• **DATA PROVIDED**
§

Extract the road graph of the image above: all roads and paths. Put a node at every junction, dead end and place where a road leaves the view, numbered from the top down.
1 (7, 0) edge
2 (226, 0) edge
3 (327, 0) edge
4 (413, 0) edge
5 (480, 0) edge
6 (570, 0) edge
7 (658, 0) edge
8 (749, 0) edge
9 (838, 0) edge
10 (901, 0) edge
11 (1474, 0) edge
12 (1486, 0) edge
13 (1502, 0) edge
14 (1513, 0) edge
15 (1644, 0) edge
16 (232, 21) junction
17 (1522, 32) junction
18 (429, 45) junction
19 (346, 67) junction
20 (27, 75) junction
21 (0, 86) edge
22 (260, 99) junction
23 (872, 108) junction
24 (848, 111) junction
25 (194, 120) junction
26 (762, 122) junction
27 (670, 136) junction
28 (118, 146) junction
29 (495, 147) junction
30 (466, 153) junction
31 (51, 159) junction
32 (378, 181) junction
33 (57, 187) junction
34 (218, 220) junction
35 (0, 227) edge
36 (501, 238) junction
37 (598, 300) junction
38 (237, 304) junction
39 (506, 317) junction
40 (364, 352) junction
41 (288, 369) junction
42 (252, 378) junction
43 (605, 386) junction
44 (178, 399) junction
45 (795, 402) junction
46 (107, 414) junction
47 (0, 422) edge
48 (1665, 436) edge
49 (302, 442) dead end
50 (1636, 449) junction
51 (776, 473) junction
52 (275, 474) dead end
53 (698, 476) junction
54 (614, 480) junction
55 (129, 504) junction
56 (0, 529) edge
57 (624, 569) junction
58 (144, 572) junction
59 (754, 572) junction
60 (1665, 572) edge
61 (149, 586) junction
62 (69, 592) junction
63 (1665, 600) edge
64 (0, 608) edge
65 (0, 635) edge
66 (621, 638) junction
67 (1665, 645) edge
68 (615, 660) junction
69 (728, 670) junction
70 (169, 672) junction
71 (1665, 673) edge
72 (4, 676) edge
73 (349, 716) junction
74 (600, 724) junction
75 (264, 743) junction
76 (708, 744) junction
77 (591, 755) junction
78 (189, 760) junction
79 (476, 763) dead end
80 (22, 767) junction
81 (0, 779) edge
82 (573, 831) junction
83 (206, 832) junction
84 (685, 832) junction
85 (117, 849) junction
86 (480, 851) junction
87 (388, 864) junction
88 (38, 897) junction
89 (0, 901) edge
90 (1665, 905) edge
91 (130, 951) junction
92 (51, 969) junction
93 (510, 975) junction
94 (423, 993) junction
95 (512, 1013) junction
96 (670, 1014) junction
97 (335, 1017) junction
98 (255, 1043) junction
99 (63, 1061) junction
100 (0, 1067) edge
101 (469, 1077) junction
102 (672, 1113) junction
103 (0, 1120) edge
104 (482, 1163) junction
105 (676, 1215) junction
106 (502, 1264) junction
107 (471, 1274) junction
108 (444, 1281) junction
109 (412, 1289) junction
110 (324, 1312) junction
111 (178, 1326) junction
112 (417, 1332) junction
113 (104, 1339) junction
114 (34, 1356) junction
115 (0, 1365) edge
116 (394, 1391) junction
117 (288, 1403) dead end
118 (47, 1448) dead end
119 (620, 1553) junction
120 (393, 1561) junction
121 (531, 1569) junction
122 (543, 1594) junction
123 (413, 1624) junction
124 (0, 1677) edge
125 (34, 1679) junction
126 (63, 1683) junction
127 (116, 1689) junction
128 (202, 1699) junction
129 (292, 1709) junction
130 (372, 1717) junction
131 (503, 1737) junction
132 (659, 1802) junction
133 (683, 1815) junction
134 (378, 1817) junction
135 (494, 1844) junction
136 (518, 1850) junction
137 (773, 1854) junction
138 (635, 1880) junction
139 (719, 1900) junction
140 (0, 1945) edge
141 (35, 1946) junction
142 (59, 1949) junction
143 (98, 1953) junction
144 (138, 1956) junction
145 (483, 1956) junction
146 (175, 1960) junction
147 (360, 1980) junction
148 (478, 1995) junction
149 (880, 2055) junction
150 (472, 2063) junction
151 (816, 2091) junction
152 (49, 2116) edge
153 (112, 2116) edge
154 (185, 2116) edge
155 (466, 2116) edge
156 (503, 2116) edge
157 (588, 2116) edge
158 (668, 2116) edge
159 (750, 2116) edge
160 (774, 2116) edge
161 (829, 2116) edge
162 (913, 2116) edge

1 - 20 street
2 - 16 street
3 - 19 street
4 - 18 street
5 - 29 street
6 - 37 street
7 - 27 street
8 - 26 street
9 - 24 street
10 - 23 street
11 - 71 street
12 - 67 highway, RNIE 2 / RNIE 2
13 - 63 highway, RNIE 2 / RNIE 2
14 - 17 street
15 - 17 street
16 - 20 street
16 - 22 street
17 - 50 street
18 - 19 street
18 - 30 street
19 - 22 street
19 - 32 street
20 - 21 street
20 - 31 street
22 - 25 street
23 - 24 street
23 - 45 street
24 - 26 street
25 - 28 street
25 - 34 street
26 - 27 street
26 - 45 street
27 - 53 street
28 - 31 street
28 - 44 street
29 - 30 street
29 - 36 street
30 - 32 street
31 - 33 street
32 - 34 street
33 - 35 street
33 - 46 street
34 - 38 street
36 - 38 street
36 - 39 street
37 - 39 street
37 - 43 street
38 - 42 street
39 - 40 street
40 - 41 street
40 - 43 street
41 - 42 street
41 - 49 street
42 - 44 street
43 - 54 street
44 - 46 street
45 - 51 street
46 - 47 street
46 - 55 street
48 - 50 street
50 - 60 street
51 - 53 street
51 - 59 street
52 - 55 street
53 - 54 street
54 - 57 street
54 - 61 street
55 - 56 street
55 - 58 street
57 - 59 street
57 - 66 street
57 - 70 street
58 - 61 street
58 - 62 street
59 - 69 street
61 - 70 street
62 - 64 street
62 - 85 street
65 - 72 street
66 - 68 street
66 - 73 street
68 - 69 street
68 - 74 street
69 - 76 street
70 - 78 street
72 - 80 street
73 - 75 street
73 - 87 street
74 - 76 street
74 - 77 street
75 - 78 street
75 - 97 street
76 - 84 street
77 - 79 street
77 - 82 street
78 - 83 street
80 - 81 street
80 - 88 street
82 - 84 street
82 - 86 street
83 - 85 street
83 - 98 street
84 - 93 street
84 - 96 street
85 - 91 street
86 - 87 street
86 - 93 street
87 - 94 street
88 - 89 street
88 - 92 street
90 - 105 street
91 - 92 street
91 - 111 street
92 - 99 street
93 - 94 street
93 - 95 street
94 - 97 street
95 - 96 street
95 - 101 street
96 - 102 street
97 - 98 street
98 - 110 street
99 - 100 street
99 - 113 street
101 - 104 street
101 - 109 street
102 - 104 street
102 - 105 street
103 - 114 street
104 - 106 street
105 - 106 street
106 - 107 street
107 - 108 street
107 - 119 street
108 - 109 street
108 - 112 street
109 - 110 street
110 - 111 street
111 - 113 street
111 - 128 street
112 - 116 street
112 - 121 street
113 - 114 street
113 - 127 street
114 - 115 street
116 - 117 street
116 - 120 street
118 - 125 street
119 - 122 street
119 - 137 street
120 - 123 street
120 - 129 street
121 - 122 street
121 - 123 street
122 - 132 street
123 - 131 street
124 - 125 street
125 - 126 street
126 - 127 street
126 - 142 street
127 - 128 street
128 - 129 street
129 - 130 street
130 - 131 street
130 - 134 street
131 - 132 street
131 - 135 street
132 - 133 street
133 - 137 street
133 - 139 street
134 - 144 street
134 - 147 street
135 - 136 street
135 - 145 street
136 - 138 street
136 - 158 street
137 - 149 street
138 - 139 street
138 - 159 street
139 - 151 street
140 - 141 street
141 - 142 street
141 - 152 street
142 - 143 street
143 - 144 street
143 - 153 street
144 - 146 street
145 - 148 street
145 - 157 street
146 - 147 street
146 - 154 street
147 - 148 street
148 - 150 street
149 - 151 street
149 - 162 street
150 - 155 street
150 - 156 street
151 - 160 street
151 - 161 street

§

• **PROMPT**
For the word "RNIE", find every line in the data that holds it and copy that line.

• **ANSWER BOX**
12 - 67 highway, RNIE 2 / RNIE 2
13 - 63 highway, RNIE 2 / RNIE 2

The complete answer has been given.